Task to carry out:
Would you return the lines between the one holding "middle mcp: (405, 346)" and the one holding "pinky tip: (275, 408)", inclusive, and only those, exactly as they stand in the listing below?

━━━━━ Dataset records ━━━━━

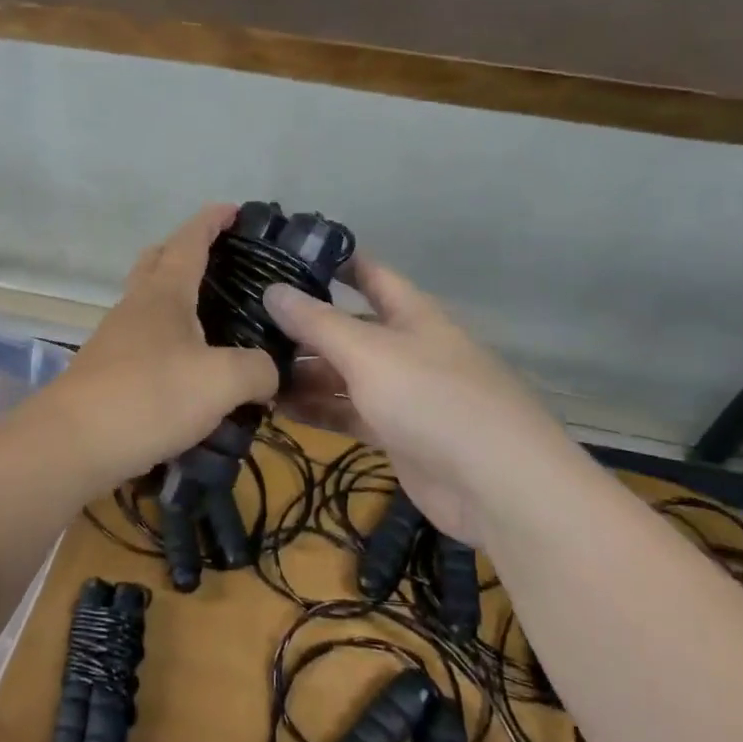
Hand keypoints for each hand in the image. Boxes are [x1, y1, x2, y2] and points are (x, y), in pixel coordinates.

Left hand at [21, 205, 278, 497]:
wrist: (72, 443)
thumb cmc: (149, 397)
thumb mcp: (221, 382)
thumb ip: (256, 370)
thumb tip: (268, 373)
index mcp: (164, 294)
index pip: (190, 242)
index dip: (211, 221)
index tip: (232, 208)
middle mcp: (136, 306)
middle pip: (157, 261)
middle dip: (185, 250)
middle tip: (220, 261)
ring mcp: (115, 338)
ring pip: (148, 302)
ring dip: (176, 300)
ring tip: (215, 321)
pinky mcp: (106, 370)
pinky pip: (143, 340)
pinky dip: (168, 340)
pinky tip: (189, 369)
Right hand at [264, 258, 574, 544]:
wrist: (497, 486)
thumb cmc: (432, 398)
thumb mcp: (368, 352)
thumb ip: (317, 322)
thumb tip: (273, 289)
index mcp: (410, 313)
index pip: (368, 272)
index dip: (331, 261)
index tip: (282, 255)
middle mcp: (405, 346)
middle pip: (347, 327)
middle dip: (302, 325)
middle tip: (245, 321)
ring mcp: (401, 392)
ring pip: (342, 373)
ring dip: (302, 371)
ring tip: (251, 368)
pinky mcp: (395, 433)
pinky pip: (346, 411)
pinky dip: (315, 409)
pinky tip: (275, 408)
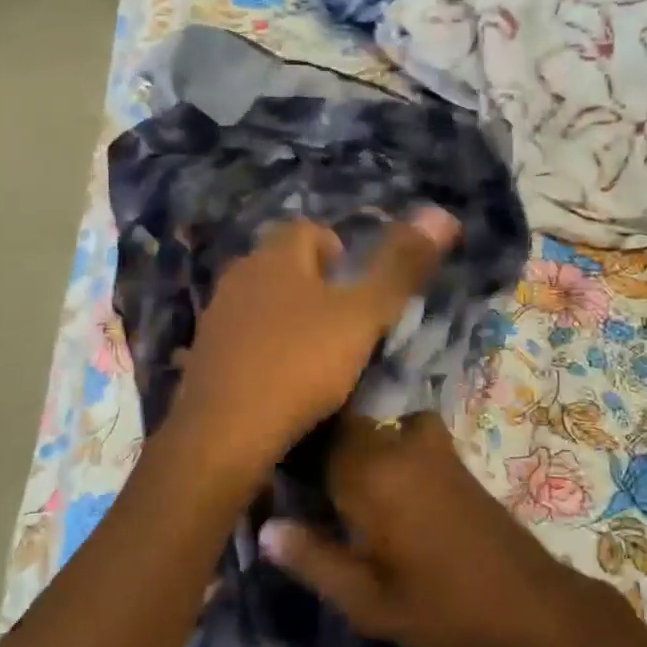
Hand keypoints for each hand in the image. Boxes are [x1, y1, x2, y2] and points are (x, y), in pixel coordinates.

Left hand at [161, 211, 458, 491]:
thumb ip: (400, 268)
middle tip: (345, 324)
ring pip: (264, 300)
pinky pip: (245, 335)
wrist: (223, 434)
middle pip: (286, 264)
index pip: (310, 230)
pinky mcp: (204, 353)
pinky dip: (266, 347)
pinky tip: (281, 379)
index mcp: (275, 255)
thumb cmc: (300, 364)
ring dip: (290, 317)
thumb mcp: (363, 316)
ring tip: (317, 354)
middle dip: (317, 285)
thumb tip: (441, 213)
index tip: (359, 291)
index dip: (340, 252)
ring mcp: (217, 314)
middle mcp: (240, 274)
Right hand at [259, 414, 612, 646]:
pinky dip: (386, 445)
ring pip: (372, 430)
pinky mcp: (450, 452)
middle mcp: (396, 444)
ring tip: (343, 495)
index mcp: (371, 475)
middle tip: (307, 500)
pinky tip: (386, 485)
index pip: (312, 446)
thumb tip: (266, 528)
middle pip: (341, 431)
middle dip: (319, 455)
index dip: (289, 463)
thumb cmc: (444, 610)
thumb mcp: (369, 603)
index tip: (276, 490)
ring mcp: (428, 443)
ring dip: (353, 450)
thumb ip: (314, 560)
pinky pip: (402, 431)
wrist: (531, 604)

━━━━━

Result of the exercise:
middle mcp: (405, 346)
middle pip: (347, 327)
middle dip: (302, 325)
middle tip: (245, 321)
ring mcp: (401, 392)
ring pip: (342, 373)
ring dip: (302, 371)
ring tip: (251, 368)
pinky mcp: (395, 433)
pinky pip: (346, 411)
pinky dip: (315, 409)
pinky tip: (275, 408)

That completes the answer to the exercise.